Supplied information START
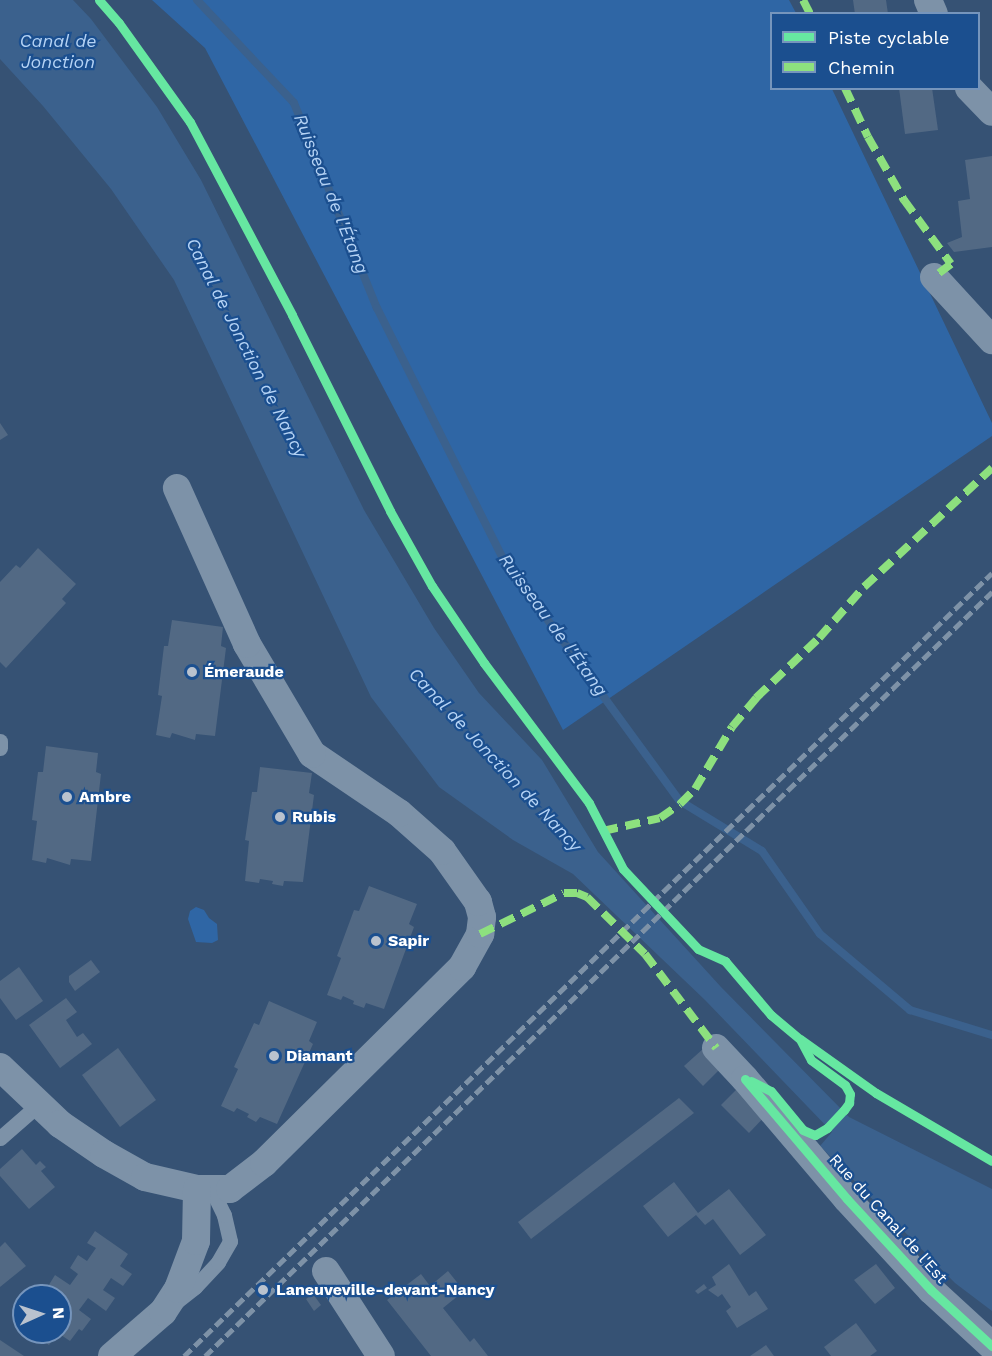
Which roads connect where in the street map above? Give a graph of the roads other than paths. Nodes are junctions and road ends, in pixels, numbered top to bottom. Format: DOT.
graph roads {
  1 [pos="971,90"];
  2 [pos="992,112"];
  3 [pos="934,277"];
  4 [pos="992,340"];
  5 [pos="177,488"];
  6 [pos="0,741"];
  7 [pos="0,748"];
  8 [pos="716,1048"];
  9 [pos="0,1068"];
  10 [pos="39,1104"];
  11 [pos="0,1138"];
  12 [pos="205,1190"];
  13 [pos="326,1271"];
  14 [pos="992,1346"];
  15 [pos="112,1356"];
  16 [pos="381,1356"];
  1 -- 2 [label="street"];
  3 -- 4 [label="street"];
  5 -- 12 [label="street"];
  6 -- 7 [label="lane"];
  8 -- 14 [label="street, Rue du Canal de l'Est"];
  9 -- 10 [label="street"];
  10 -- 11 [label="lane"];
  10 -- 12 [label="street"];
  12 -- 15 [label="street"];
  13 -- 16 [label="street"];
}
Supplied information END
§ **Problem statement**: Copy the records above exactly, leaving out every picture.

§ **Result of the task**:
Which roads connect where in the street map above? Give a graph of the roads other than paths. Nodes are junctions and road ends, in pixels, numbered top to bottom. Format: DOT.
graph roads {
  1 [pos="971,90"];
  2 [pos="992,112"];
  3 [pos="934,277"];
  4 [pos="992,340"];
  5 [pos="177,488"];
  6 [pos="0,741"];
  7 [pos="0,748"];
  8 [pos="716,1048"];
  9 [pos="0,1068"];
  10 [pos="39,1104"];
  11 [pos="0,1138"];
  12 [pos="205,1190"];
  13 [pos="326,1271"];
  14 [pos="992,1346"];
  15 [pos="112,1356"];
  16 [pos="381,1356"];
  1 -- 2 [label="street"];
  3 -- 4 [label="street"];
  5 -- 12 [label="street"];
  6 -- 7 [label="lane"];
  8 -- 14 [label="street, Rue du Canal de l'Est"];
  9 -- 10 [label="street"];
  10 -- 11 [label="lane"];
  10 -- 12 [label="street"];
  12 -- 15 [label="street"];
  13 -- 16 [label="street"];
}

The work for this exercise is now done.